After asking pointed questions about the Mike Yenni administration's oversight of the parish's landfill, the Jefferson Parish Council voted Wednesday to take the first steps in creating a parish air quality office and to study installing a series of air-monitoring stations around the parish.
The two votes, both unanimous, came several hours after council members quizzed administration officials about whether the parish has attempted to recoup penalties from the landfill operator and whether the landfill should be shut down while repairs to its gas- and leachate-collection systems are completed.
Neither the new office nor the air-quality monitoring stations are likely to happen anytime soon. The council will still have to vote to fund the new staff position within the Department of Environmental Affairs, and for now, the parish is going to study air monitoring solutions to see if one makes sense.
"I think this is a foot in the right direction," Councilman Chris Roberts said. But, he added, "I don't want to give anyone the false pretense that we are going to have something up and running anytime soon."
Earlier in the meeting, parish Environmental Affairs Director Mike Lockwood said that even temporarily closing the landfill — considered the likely source of foul odors plaguing Waggaman, Harahan and River Ridge — would trigger enormous costs and burdensome layers of additional regulation.
The landfill collects 1,000 or more tons of garbage every day, he said.
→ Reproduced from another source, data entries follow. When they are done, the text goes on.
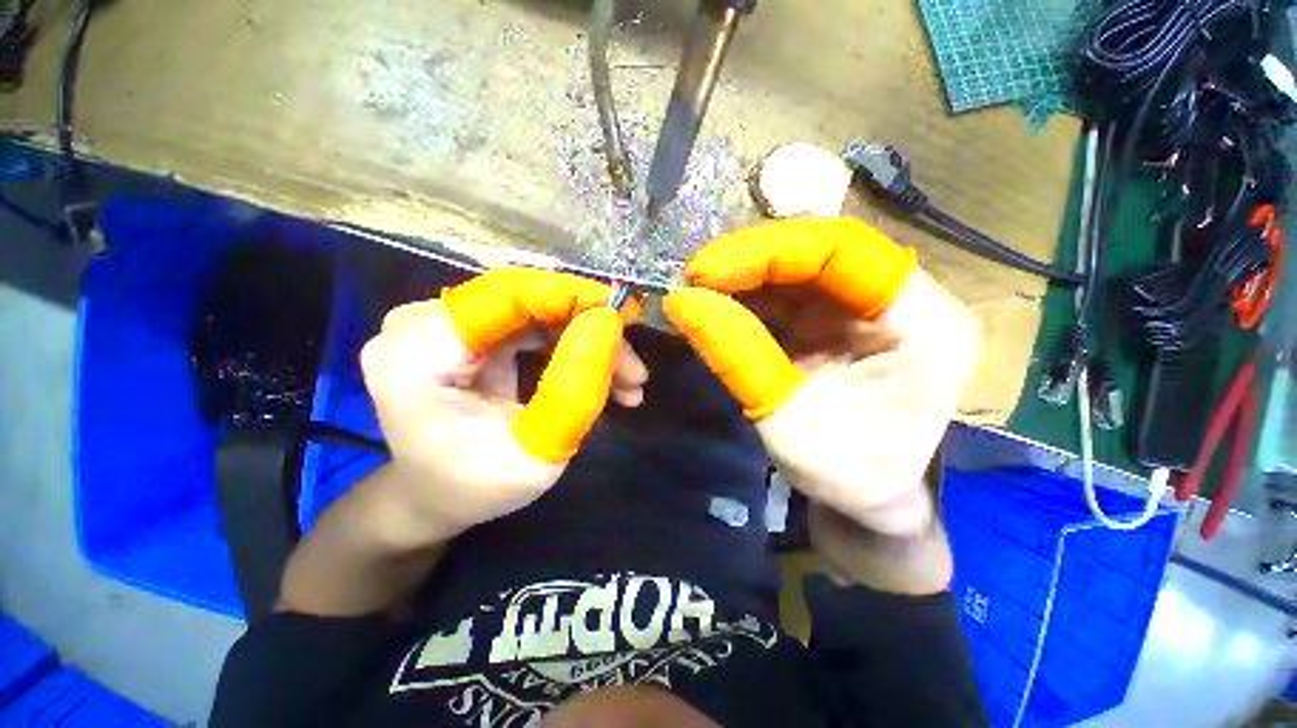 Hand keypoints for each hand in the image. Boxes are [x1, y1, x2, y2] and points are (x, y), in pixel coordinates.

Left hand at [359, 268, 643, 544]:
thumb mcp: (535, 455)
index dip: (572, 296)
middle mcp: (420, 323)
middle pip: (527, 302)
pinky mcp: (467, 332)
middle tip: (634, 369)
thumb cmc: (476, 487)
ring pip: (537, 313)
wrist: (435, 497)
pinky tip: (603, 377)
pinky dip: (570, 346)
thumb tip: (609, 323)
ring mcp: (443, 324)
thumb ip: (574, 390)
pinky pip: (531, 325)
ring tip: (628, 383)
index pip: (505, 295)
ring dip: (587, 342)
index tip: (627, 315)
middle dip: (589, 330)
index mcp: (415, 354)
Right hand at [664, 217, 980, 536]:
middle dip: (748, 260)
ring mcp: (868, 304)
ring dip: (743, 276)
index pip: (844, 250)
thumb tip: (682, 303)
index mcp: (923, 324)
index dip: (769, 251)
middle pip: (818, 250)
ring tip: (696, 293)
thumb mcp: (789, 427)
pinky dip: (747, 296)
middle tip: (693, 280)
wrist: (873, 495)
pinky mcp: (839, 317)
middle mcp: (904, 299)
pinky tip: (716, 305)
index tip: (705, 270)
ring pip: (798, 266)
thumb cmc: (849, 475)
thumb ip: (737, 360)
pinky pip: (788, 291)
Finding another place to send that waste, plus paying extra transportation costs to the companies that pick up the trash, would be extremely expensive, he said. He added that new levels of federal and state regulations would kick in if the landfill is closed for 30 days.
And it probably wouldn’t even help alleviate any odor problems, Lockwood added.
“Closing the landfill will have no impact on eliminating fugitive emissions,” he said.
It also would not speed the repairs that are currently ongoing at the site, Lockwood said.
Those repairs include installing a new system to remove leachate, which is the water that comes in contact with buried waste. The existing leachate collection system is not working, which has flooded the wells that collect gases from the decomposing waste, in turn rendering many of them inoperable.
Eight gas wells that were not functioning in the landfill’s active section, known as Phase 4A, have been brought back online since the work at the site began, Lockwood said.
In addition, one leachate system that was emitting hydrogen sulfide fumes has been sealed.
Councilman Mark Spears, whose district includes the landfill, asked Lockwood whether the parish is working to collect penalties based on provisions in the parish’s contract with the operator, Waste Connections Inc., formerly known as IESI.
Not yet, he was told, but Chief Operating Officer Keith Conley said the parish is “posturing for litigation.”
Spears said more time seemed to have been spent on telling him why the landfill couldn’t be closed than on recouping the costs the parish is incurring as it tries to fix the problems.
Two other council members — Paul Johnston and Dominick Impastato — asked Lockwood to pass along any reports from the state’s Department of Environmental Quality as soon as they come in.
Lockwood agreed, noting that DEQ has been making “frequent” trips to the site.
Update (2:30 p.m. Thursday)
Also on Wednesday, state Rep. Kirk Talbot, R-River Ridge, said that the House Natural Resources Committee will hold a hearing to discuss the landfill at the state Capitol in Baton Rouge at 1 p.m. Sept. 12. He said the hearing, which will be open to the public, will give legislators the opportunity to question DEQ about the landfill and air quality issues.
Talbot isn't a regular member of the committee but will participate in the hearing. He said officials with the Department of Health may attend to answer questions about health concerns, though that is not confirmed yet.
Talbot arranged the hearing with Reps. Pat Connick, R-Marrero, and Robert Billiot, D-Westwego.